**** Data under study ****
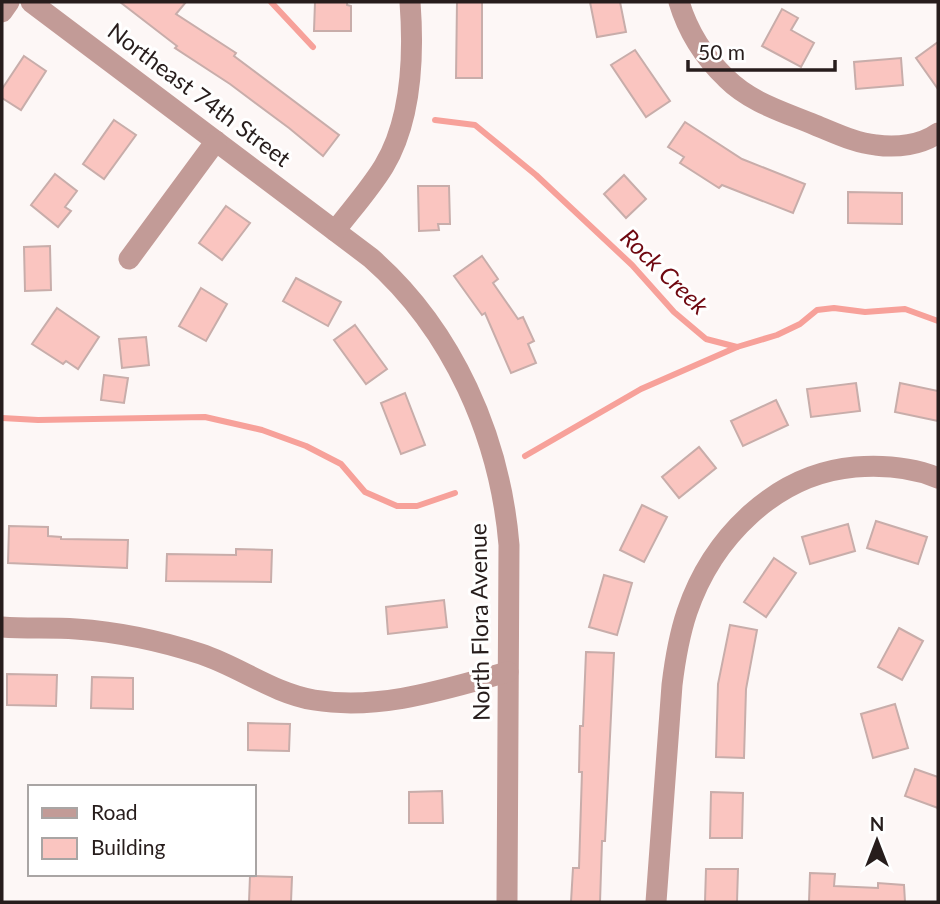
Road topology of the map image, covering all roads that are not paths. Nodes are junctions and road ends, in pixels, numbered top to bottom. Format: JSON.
{"nodes":[{"id":1,"x":9,"y":2,"type":"edge"},
{"id":2,"x":32,"y":2,"type":"edge"},
{"id":3,"x":410,"y":2,"type":"edge"},
{"id":4,"x":679,"y":2,"type":"edge"},
{"id":5,"x":2,"y":12,"type":"edge"},
{"id":6,"x":938,"y":133,"type":"edge"},
{"id":7,"x":216,"y":141,"type":"junction"},
{"id":8,"x":335,"y":231,"type":"junction"},
{"id":9,"x":129,"y":259,"type":"dead end"},
{"id":10,"x":938,"y":478,"type":"edge"},
{"id":11,"x":2,"y":627,"type":"edge"},
{"id":12,"x":508,"y":672,"type":"junction"},
{"id":13,"x":507,"y":902,"type":"edge"},
{"id":14,"x":656,"y":902,"type":"edge"}],
"edges":[{"from":1,"to":5,"type":"street"},
{"from":2,"to":7,"type":"street","name":"Northeast 74th Street"},
{"from":3,"to":8,"type":"street"},
{"from":4,"to":6,"type":"street"},
{"from":7,"to":8,"type":"street","name":"Northeast 74th Street"},
{"from":7,"to":9,"type":"street"},
{"from":8,"to":12,"type":"street","name":"North Flora Avenue"},
{"from":10,"to":14,"type":"street"},
{"from":11,"to":12,"type":"street"},
{"from":12,"to":13,"type":"street","name":"North Flora Avenue"}]}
****
=== What needs to be done ===
All lines of the records containing "Northeast" should be shown.

=== Answer box ===
{"from":2,"to":7,"type":"street","name":"Northeast 74th Street"},
{"from":7,"to":8,"type":"street","name":"Northeast 74th Street"},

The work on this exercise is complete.